The low numbers of investigations may simply be a product of resourcing constraints due to Brexit. HMRC's 2018-19 Annual Report confirmed that 5,400 full time employees were working on Brexit preparations including “building the customs, VAT and excise systems the UK will need and preparing our customers for leaving the EU, with or without a deal”, whilst conceding that “This important work has affected our ability to meet some of our broader targets.”
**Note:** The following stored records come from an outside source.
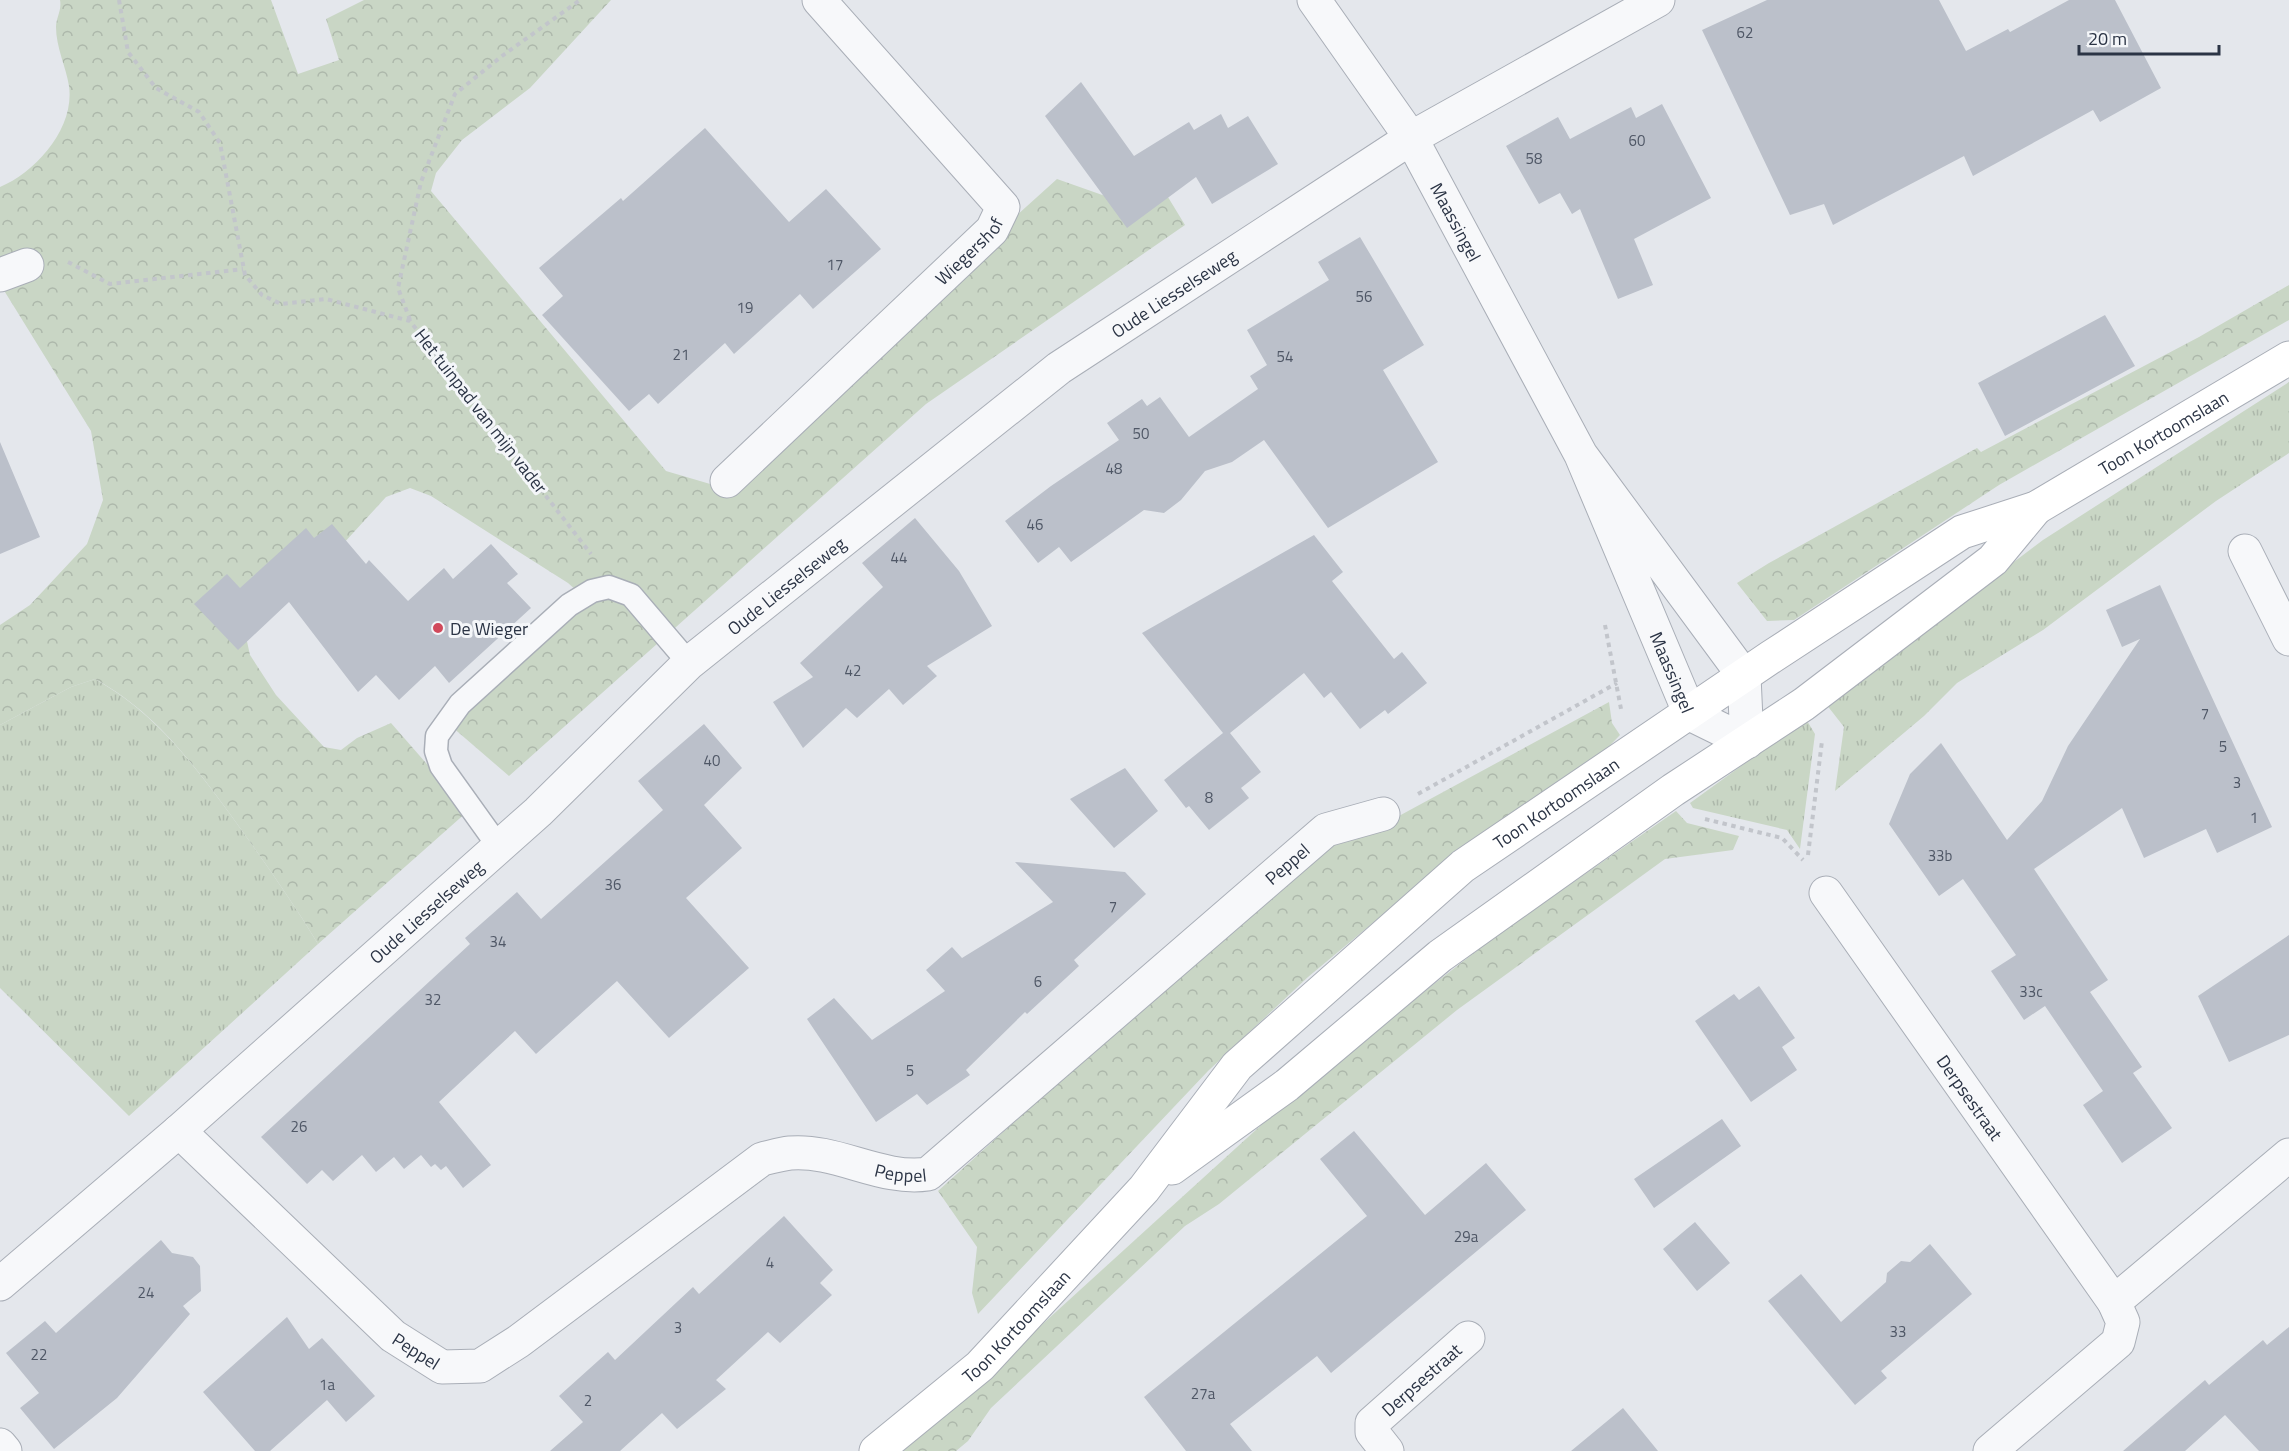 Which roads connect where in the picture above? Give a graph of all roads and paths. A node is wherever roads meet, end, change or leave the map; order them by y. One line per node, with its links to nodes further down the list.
1 (119, 0): 7 (path, Het tuinpad van mijn vader)
2 (580, 0): 9 (path)
3 (819, 0): 12 (street, Wiegershof)
4 (1314, 0): 6 (street, Maassingel)
5 (1658, 0): 6 (street, Oude Liesselseweg)
6 (1411, 138): 11 (street, Maassingel); 17 (street, Oude Liesselseweg)
7 (243, 269): 8 (path); 9 (path, Het tuinpad van mijn vader)
8 (14, 270)
9 (410, 321): 15 (path, Het tuinpad van mijn vader)
10 (2289, 357): 13 (street, Toon Kortoomslaan)
11 (1581, 455): 18 (street, Maassingel); 21 (street, Maassingel)
12 (727, 481)
13 (2036, 508): 18 (street, Toon Kortoomslaan); 20 (street, Toon Kortoomslaan)
14 (2245, 551): 16 (street)
15 (592, 591): 17 (lane); 25 (lane)
16 (2289, 639)
17 (689, 663): 25 (street, Oude Liesselseweg)
18 (1744, 676): 21 (street, Toon Kortoomslaan); 22 (street)
19 (1617, 683): 24 (path)
20 (1804, 704): 22 (street, Toon Kortoomslaan); 23 (path)
21 (1690, 714): 22 (street, Maassingel); 29 (street, Toon Kortoomslaan)
22 (1746, 742): 23 (street, Toon Kortoomslaan)
23 (1673, 790): 29 (street, Toon Kortoomslaan)
24 (1383, 814): 27 (street, Peppel)
25 (499, 847): 27 (street, Oude Liesselseweg)
26 (1826, 893): 31 (street, Derpsestraat)
27 (179, 1131): 30 (street, Oude Liesselseweg)
28 (2289, 1155): 31 (street)
29 (1144, 1189): 35 (street, Toon Kortoomslaan)
30 (0, 1284)
31 (2114, 1302): 37 (street, Derpsestraat)
32 (1468, 1338): 36 (street, Derpsestraat)
33 (0, 1445): 34 (street)
34 (5, 1451)
35 (876, 1451)
36 (1387, 1451)
37 (1990, 1451)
Alternatively, it may be that HMRC never had any intention to investigate and prosecute multiple organisations that had failed to prevent the facilitation of tax evasion. Perhaps all the noise regarding the implementation of the new offence was a cunning ruse by HMRC to put the onus back on companies to ensure compliance with a view to prevention rather than cure?

Self-Policing fallacy

Unfortunately for HMRC any idea of extensive self-policing by corporates may just be wishful thinking. A recent Ipsos Mori poll commissioned by HMRC reported that only one quarter of all businesses surveyed were even aware of the Criminal Finance Act 2017 and only 24% had assessed the potential risk of being exposed to the facilitation of tax evasion by their business. The reality is that until some successful prosecutions take place, many businesses will remain blissfully ignorant of this offence. As a consequence the existence of the legislation by itself will have a limited deterrent effect and is certainly not one that is likely to substantially reduce the tax gap.

When tax evasion is back on the front pages and the number of investigations and prosecutions of corporates properly scrutinized it may be that HMRC will find it is not only businesses that will be held to account.